I could not help thinking how wonderfully like Wordsworth this seemed. The romance of humanity and nature! Is it not this, which, since Wordsworth’s time, has given a new charm to the hills and valleys of Westmoreland and Cumberland, causing every visitor to seek the dwelling-places of the poet? And are not those who spend their summers in the Catskills finding a new delight in those beautiful mountains because of the spell which John Burroughs has thrown upon them?
Wordsworth wrote the history of his own mind and called it “The Prelude,” intending it to be but the introduction to a greater poem to be entitled “The Recluse,” which should be a broad presentation of his views on Man, Nature, and Society. “The Excursion” was to be the second part, but the third was never written. He conceived that this great work would be like a Gothic church, the main body of which would be represented by “The Recluse,” while “The Prelude” would be but the ante-chapel. All his other poems, when properly arranged, would then be “likened to the little cells, oratories, and sepulchral recesses, ordinarily included in those edifices.”
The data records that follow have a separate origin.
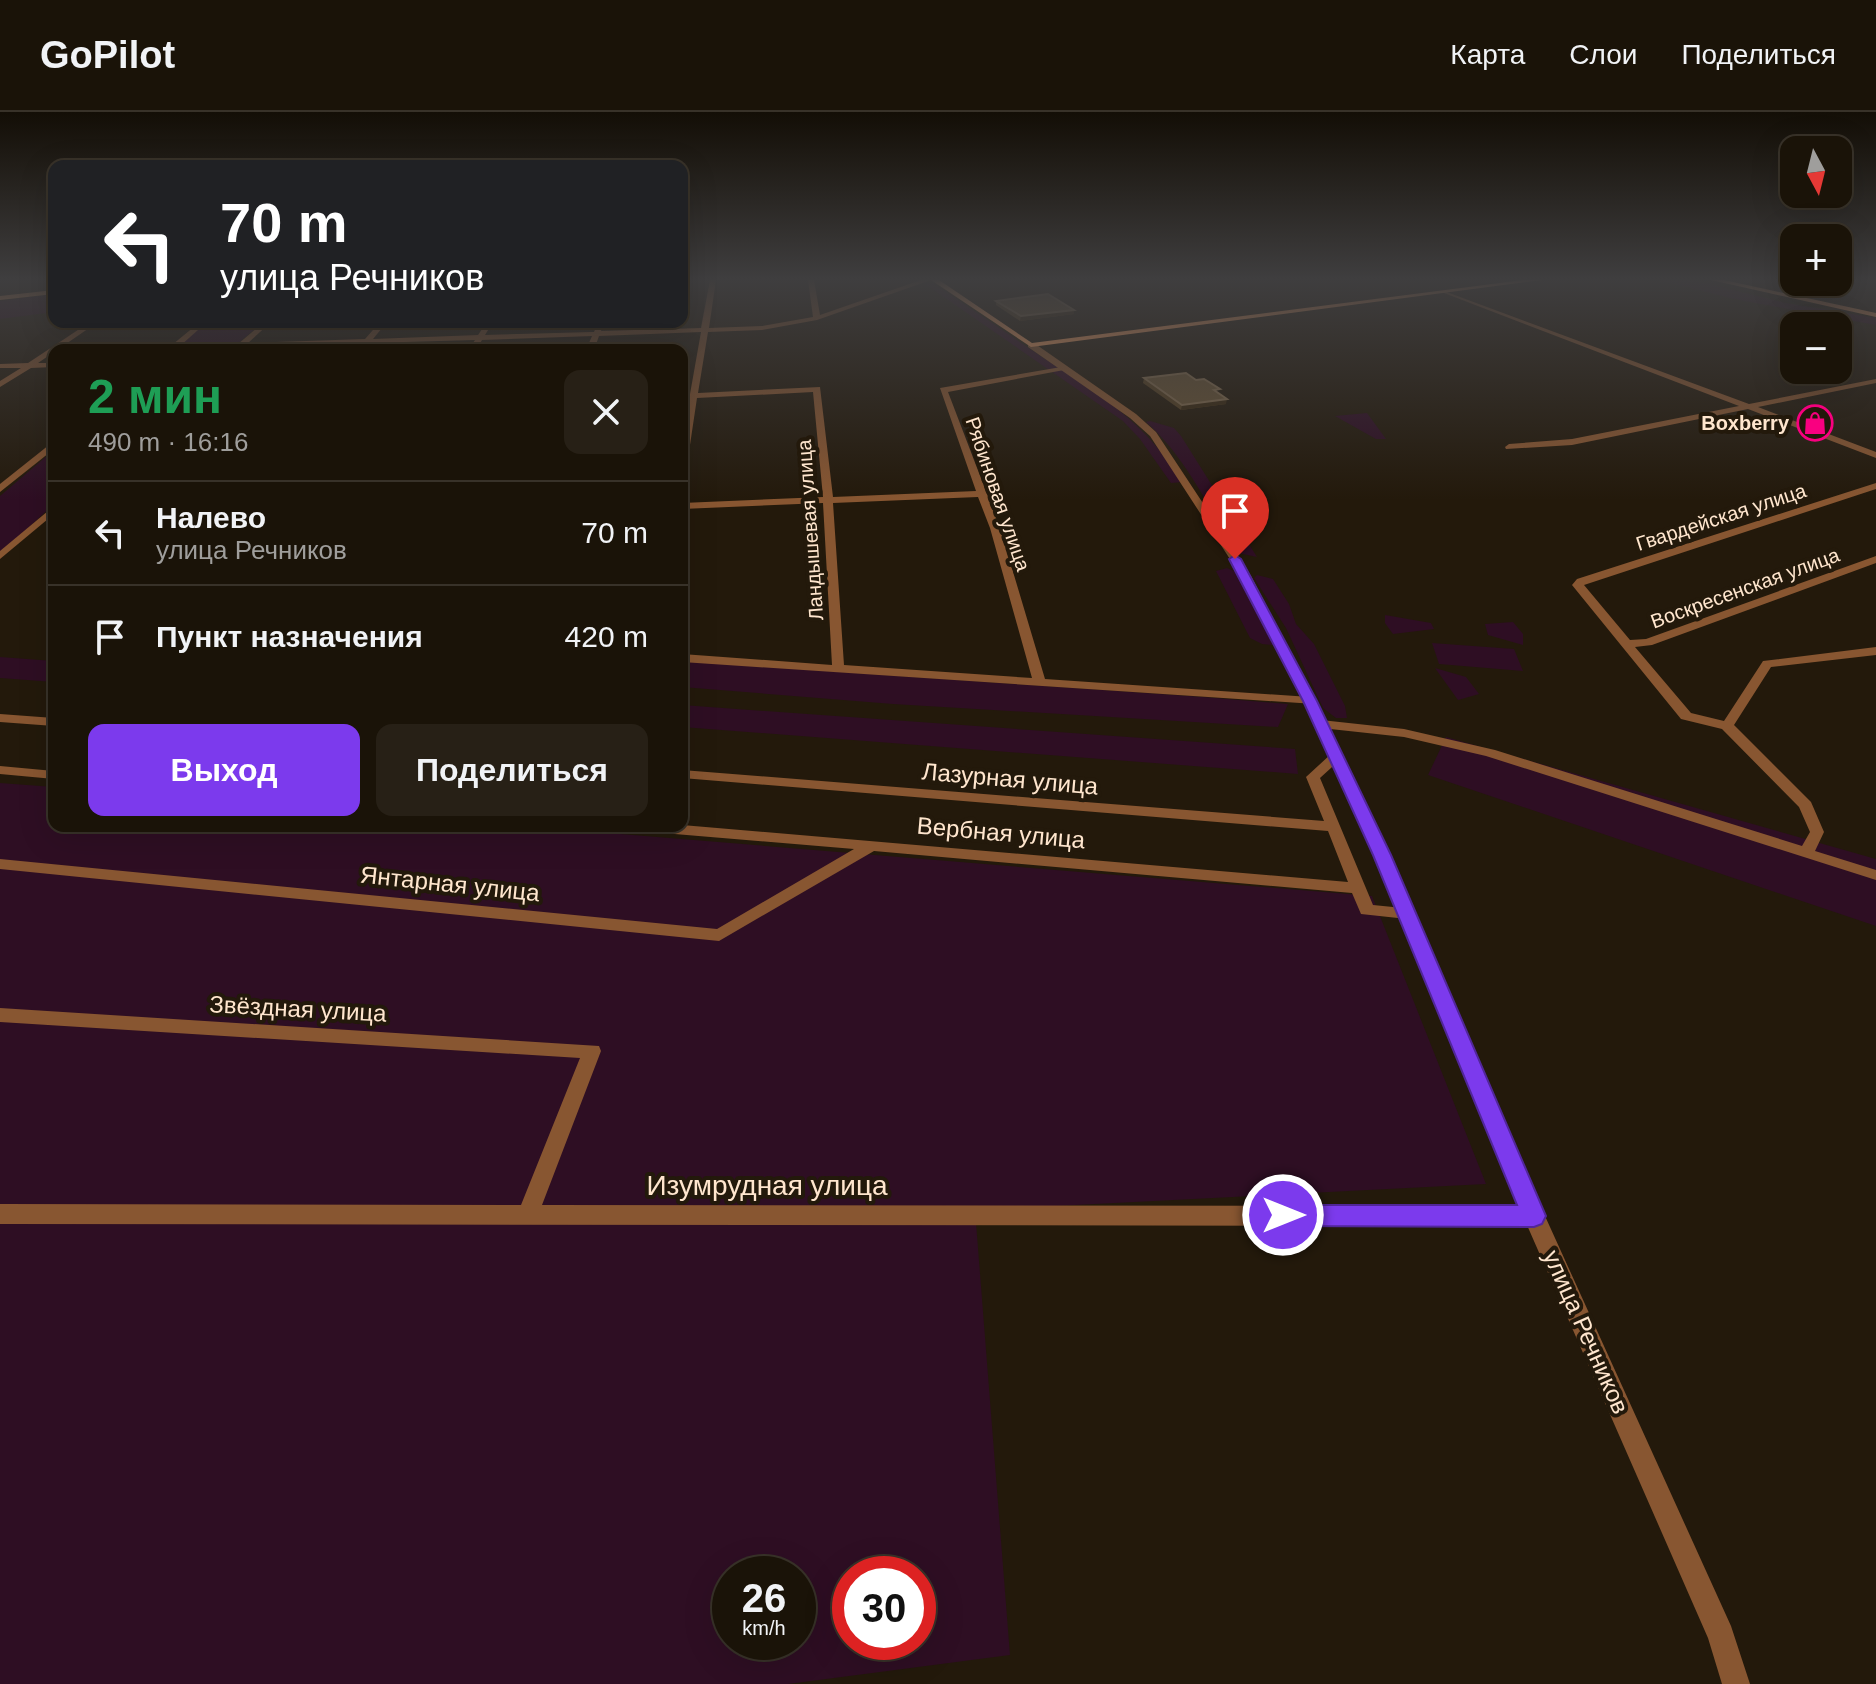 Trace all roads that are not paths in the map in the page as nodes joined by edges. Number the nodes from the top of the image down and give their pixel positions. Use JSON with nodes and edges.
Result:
{"nodes":[{"id":1,"x":48,"y":353,"type":"edge"},
{"id":2,"x":702,"y":353,"type":"edge"},
{"id":3,"x":1043,"y":353,"type":"edge"},
{"id":4,"x":1608,"y":353,"type":"edge"},
{"id":5,"x":48,"y":365,"type":"edge"},
{"id":6,"x":0,"y":366,"type":"edge"},
{"id":7,"x":29,"y":366,"type":"junction"},
{"id":8,"x":1064,"y":368,"type":"junction"},
{"id":9,"x":1876,"y":381,"type":"edge"},
{"id":10,"x":0,"y":385,"type":"edge"},
{"id":11,"x":688,"y":396,"type":"edge"},
{"id":12,"x":693,"y":396,"type":"junction"},
{"id":13,"x":1749,"y":407,"type":"junction"},
{"id":14,"x":688,"y":427,"type":"edge"},
{"id":15,"x":1509,"y":447,"type":"dead end"},
{"id":16,"x":48,"y":449,"type":"edge"},
{"id":17,"x":1876,"y":455,"type":"edge"},
{"id":18,"x":1876,"y":486,"type":"edge"},
{"id":19,"x":0,"y":489,"type":"edge"},
{"id":20,"x":982,"y":494,"type":"junction"},
{"id":21,"x":828,"y":500,"type":"junction"},
{"id":22,"x":688,"y":506,"type":"edge"},
{"id":23,"x":48,"y":514,"type":"edge"},
{"id":24,"x":0,"y":556,"type":"edge"},
{"id":25,"x":1876,"y":559,"type":"edge"},
{"id":26,"x":1625,"y":644,"type":"junction"},
{"id":27,"x":1876,"y":651,"type":"edge"},
{"id":28,"x":688,"y":658,"type":"edge"},
{"id":29,"x":838,"y":669,"type":"junction"},
{"id":30,"x":1040,"y":683,"type":"junction"},
{"id":31,"x":1310,"y":701,"type":"junction"},
{"id":32,"x":0,"y":718,"type":"edge"},
{"id":33,"x":48,"y":722,"type":"edge"},
{"id":34,"x":1321,"y":724,"type":"junction"},
{"id":35,"x":1727,"y":726,"type":"junction"},
{"id":36,"x":1336,"y":757,"type":"junction"},
{"id":37,"x":0,"y":770,"type":"edge"},
{"id":38,"x":48,"y":774,"type":"edge"},
{"id":39,"x":688,"y":774,"type":"edge"},
{"id":40,"x":1334,"y":827,"type":"junction"},
{"id":41,"x":688,"y":830,"type":"edge"},
{"id":42,"x":871,"y":846,"type":"junction"},
{"id":43,"x":1806,"y":854,"type":"junction"},
{"id":44,"x":0,"y":864,"type":"edge"},
{"id":45,"x":1876,"y":875,"type":"edge"},
{"id":46,"x":1358,"y":888,"type":"junction"},
{"id":47,"x":1407,"y":913,"type":"junction"},
{"id":48,"x":0,"y":1015,"type":"edge"},
{"id":49,"x":529,"y":1212,"type":"junction"},
{"id":50,"x":0,"y":1214,"type":"edge"},
{"id":51,"x":1534,"y":1216,"type":"junction"},
{"id":52,"x":1736,"y":1684,"type":"edge"}],
"edges":[{"from":1,"to":7,"type":"street"},
{"from":2,"to":12,"type":"street"},
{"from":3,"to":8,"type":"street","name":"улица Речников"},
{"from":4,"to":13,"type":"street"},
{"from":5,"to":7,"type":"street"},
{"from":6,"to":7,"type":"street"},
{"from":7,"to":10,"type":"street"},
{"from":8,"to":20,"type":"street","name":"Рябиновая улица"},
{"from":8,"to":31,"type":"street","name":"улица Речников"},
{"from":9,"to":13,"type":"street"},
{"from":11,"to":12,"type":"street"},
{"from":12,"to":14,"type":"street"},
{"from":12,"to":21,"type":"street","name":"Ландышевая улица"},
{"from":13,"to":15,"type":"street"},
{"from":13,"to":17,"type":"street"},
{"from":16,"to":19,"type":"street"},
{"from":18,"to":26,"type":"street","name":"Гвардейская улица"},
{"from":20,"to":21,"type":"street"},
{"from":20,"to":30,"type":"street","name":"Рябиновая улица"},
{"from":21,"to":22,"type":"street"},
{"from":21,"to":29,"type":"street","name":"Ландышевая улица"},
{"from":23,"to":24,"type":"street"},
{"from":25,"to":26,"type":"street","name":"Воскресенская улица"},
{"from":26,"to":35,"type":"street"},
{"from":27,"to":35,"type":"street"},
{"from":28,"to":29,"type":"street"},
{"from":29,"to":30,"type":"street"},
{"from":30,"to":31,"type":"street"},
{"from":31,"to":34,"type":"street","name":"улица Речников"},
{"from":32,"to":33,"type":"street"},
{"from":34,"to":36,"type":"street","name":"улица Речников"},
{"from":34,"to":43,"type":"street"},
{"from":35,"to":43,"type":"street"},
{"from":36,"to":40,"type":"street"},
{"from":36,"to":47,"type":"street","name":"улица Речников"},
{"from":37,"to":38,"type":"street"},
{"from":39,"to":40,"type":"street","name":"Лазурная улица"},
{"from":40,"to":46,"type":"street"},
{"from":41,"to":42,"type":"street","name":"Вербная улица"},
{"from":42,"to":44,"type":"street","name":"Янтарная улица"},
{"from":42,"to":46,"type":"street","name":"Вербная улица"},
{"from":43,"to":45,"type":"street"},
{"from":46,"to":47,"type":"street"},
{"from":47,"to":51,"type":"street","name":"улица Речников"},
{"from":48,"to":49,"type":"street","name":"Звёздная улица"},
{"from":49,"to":50,"type":"street","name":"Изумрудная улица"},
{"from":49,"to":51,"type":"street","name":"Изумрудная улица"},
{"from":51,"to":52,"type":"street","name":"улица Речников"}]} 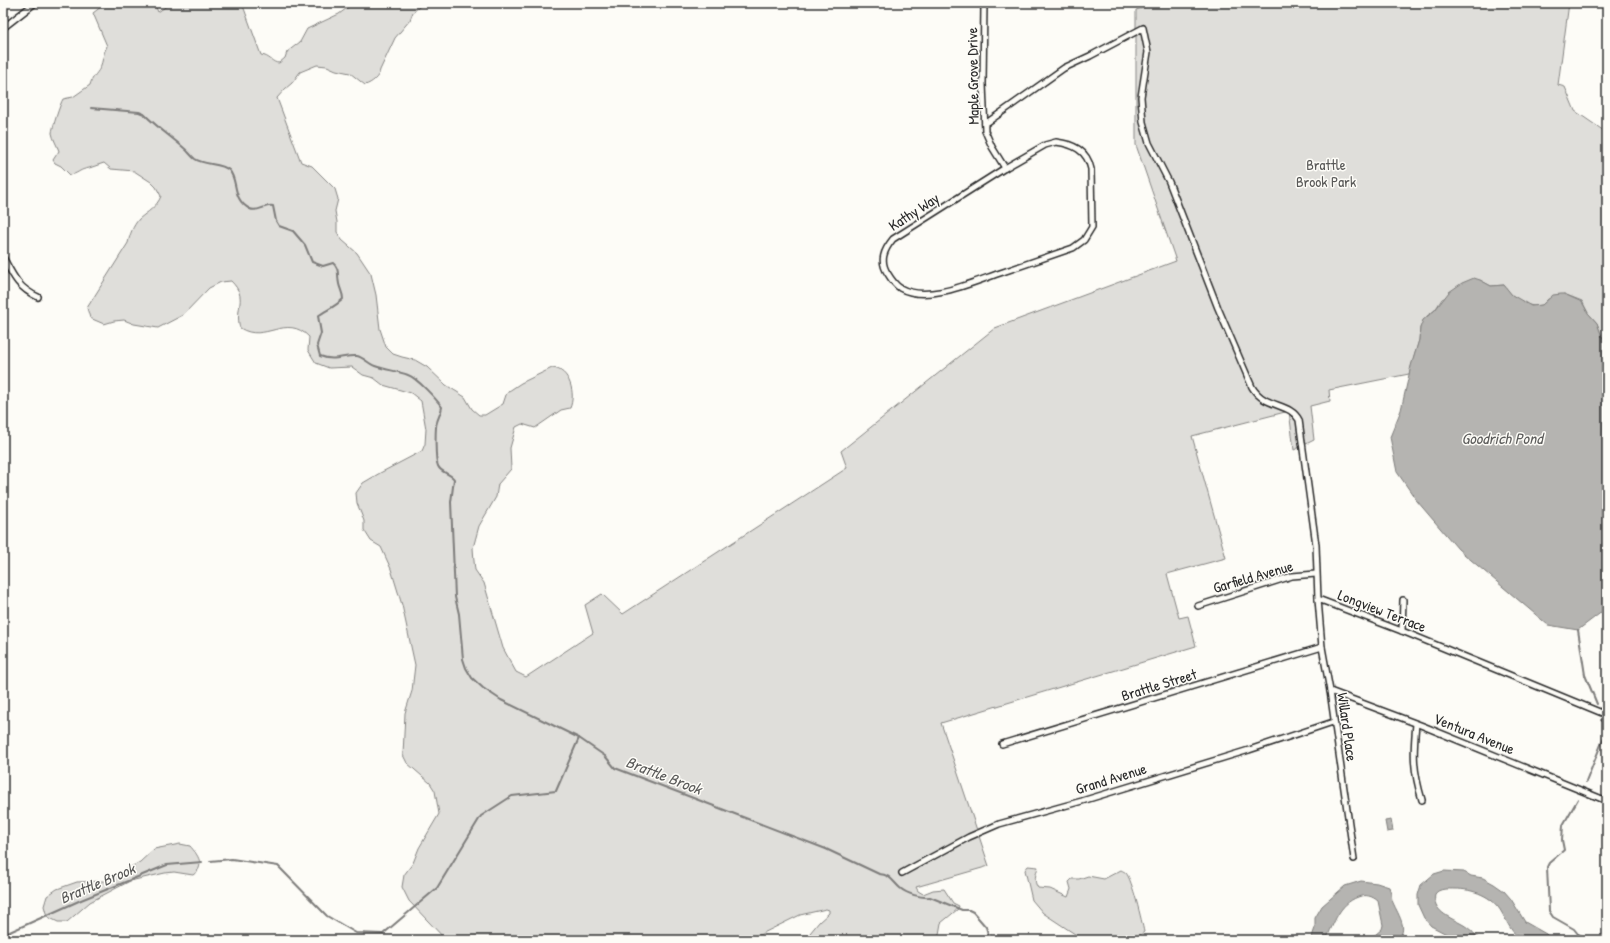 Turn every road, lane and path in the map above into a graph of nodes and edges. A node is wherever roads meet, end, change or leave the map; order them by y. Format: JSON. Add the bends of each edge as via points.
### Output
{"nodes":[{"id":1,"x":35,"y":3,"type":"edge"},
{"id":2,"x":984,"y":3,"type":"edge"},
{"id":3,"x":3,"y":28,"type":"edge"},
{"id":4,"x":985,"y":124,"type":"junction"},
{"id":5,"x":1005,"y":168,"type":"junction"},
{"id":6,"x":3,"y":257,"type":"edge"},
{"id":7,"x":38,"y":297,"type":"dead end"},
{"id":8,"x":1316,"y":574,"type":"junction"},
{"id":9,"x":1318,"y":599,"type":"junction"},
{"id":10,"x":1403,"y":600,"type":"dead end"},
{"id":11,"x":1198,"y":606,"type":"dead end"},
{"id":12,"x":1402,"y":631,"type":"junction"},
{"id":13,"x":1322,"y":647,"type":"junction"},
{"id":14,"x":1330,"y":692,"type":"junction"},
{"id":15,"x":1607,"y":715,"type":"edge"},
{"id":16,"x":1333,"y":722,"type":"junction"},
{"id":17,"x":1416,"y":724,"type":"junction"},
{"id":18,"x":1002,"y":744,"type":"dead end"},
{"id":19,"x":1422,"y":800,"type":"dead end"},
{"id":20,"x":1607,"y":801,"type":"edge"},
{"id":21,"x":1354,"y":859,"type":"dead end"},
{"id":22,"x":902,"y":873,"type":"dead end"}],
"edges":[{"from":1,"to":3,"type":"street"},
{"from":2,"to":4,"type":"street","name":"Maple Grove Drive"},
{"from":4,"to":5,"type":"street","name":"Maple Grove Drive","via":[[985,131],[992,147]]},
{"from":4,"to":8,"type":"street","name":"Longview Terrace","via":[[1064,68],[1143,28],[1148,52],[1142,97],[1143,122],[1149,144],[1169,182],[1252,387],[1263,400],[1288,408],[1298,418],[1316,545]]},
{"from":5,"to":5,"type":"street","name":"Kathy Way","via":[[1045,145],[1056,142],[1082,151],[1091,169],[1092,227],[1084,240],[1073,248],[949,291],[908,291],[893,282],[882,261],[886,248],[893,239]]},
{"from":6,"to":7,"type":"street","via":[[19,285]]},
{"from":8,"to":9,"type":"street","name":"Longview Terrace"},
{"from":8,"to":11,"type":"street","name":"Garfield Avenue","via":[[1292,576]]},
{"from":9,"to":12,"type":"street","name":"Longview Terrace"},
{"from":9,"to":13,"type":"street","name":"Willard Place"},
{"from":10,"to":12,"type":"street"},
{"from":12,"to":15,"type":"street","name":"Longview Terrace"},
{"from":13,"to":14,"type":"street","name":"Willard Place"},
{"from":13,"to":18,"type":"street","name":"Brattle Street"},
{"from":14,"to":16,"type":"street","name":"Willard Place"},
{"from":14,"to":17,"type":"street","name":"Ventura Avenue"},
{"from":16,"to":21,"type":"street","name":"Willard Place"},
{"from":16,"to":22,"type":"street","name":"Grand Avenue","via":[[1249,750],[999,824]]},
{"from":17,"to":19,"type":"street","via":[[1414,766]]},
{"from":17,"to":20,"type":"street","name":"Ventura Avenue"}]}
Burroughs is far too modest to compare his writings to a cathedral, but he has nevertheless, like Wordsworth, written himself into nearly all of them. Following the English poet’s simile in a modified form, we may think of the product of his pen, not as a cathedral, but as a mansion of many rooms, each furnished with beautiful simplicity and charming taste to represent some different phase of the author’s mind, and each equipped, so to speak, with a mirror, possessing all the magic but without the unpleasant duty of the one in Hawthorne’s tale, so arranged as to reflect the very soul of its builder with perfect fidelity.
So sincere is Burroughs that you feel certain he is constantly revealing his true self. Therefore, when he praises Wordsworth as the English poet who has touched him more closely than any other, you begin to realize the bond of sympathy. When he says that Wordsworth’s poetry has the character of “a message, special and personal to a comparatively small circle of readers,” you know that he is one of the few who have taken the message to heart.
Wordsworth’s love of Nature was of the same kind as the American poet’s. “Nature,” says Burroughs, “is not to be praised or patronized. You cannot go to her and describe her; she must speak through your heart. The woods and fields must melt into your mind, dissolved by your love for them. Did they not melt into Wordsworth’s mind? They colored all his thoughts; the solitude of those green, rocky Westmoreland fells broods over every page. He does not tell us how beautiful he finds Nature, and how much he enjoys her; he makes us share his enjoyment.” Substitute Burroughs for Wordsworth, and Catskill for Westmoreland, and you have in this passage a fine statement of the reason why John Burroughs is winning the gratitude of more and more people every year.
Wordsworth thought of Nature as an all-pervading Presence, something mysterious and sublime, a supreme Being,—
| “The anchor of my purest thoughts, the nurse, The guide, the guardian of my heart, and soul Of all my moral being.” |
Burroughs does not rise to such ethereal heights, but recognizes that the passion for Nature is “a form of, or closely related to, our religious instincts.” He lives closer to Nature than Wordsworth ever did. His knowledge of her secrets is far deeper and more intimate. He is a naturalist and scientist, as well as a man of poetic temperament. He has a trained eye that sees what others would miss. “There is a great deal of byplay going on in the life of Nature about us,” he says, “a great deal of variation and outcropping of individual traits, that we entirely miss unless we have our eyes and ears open.”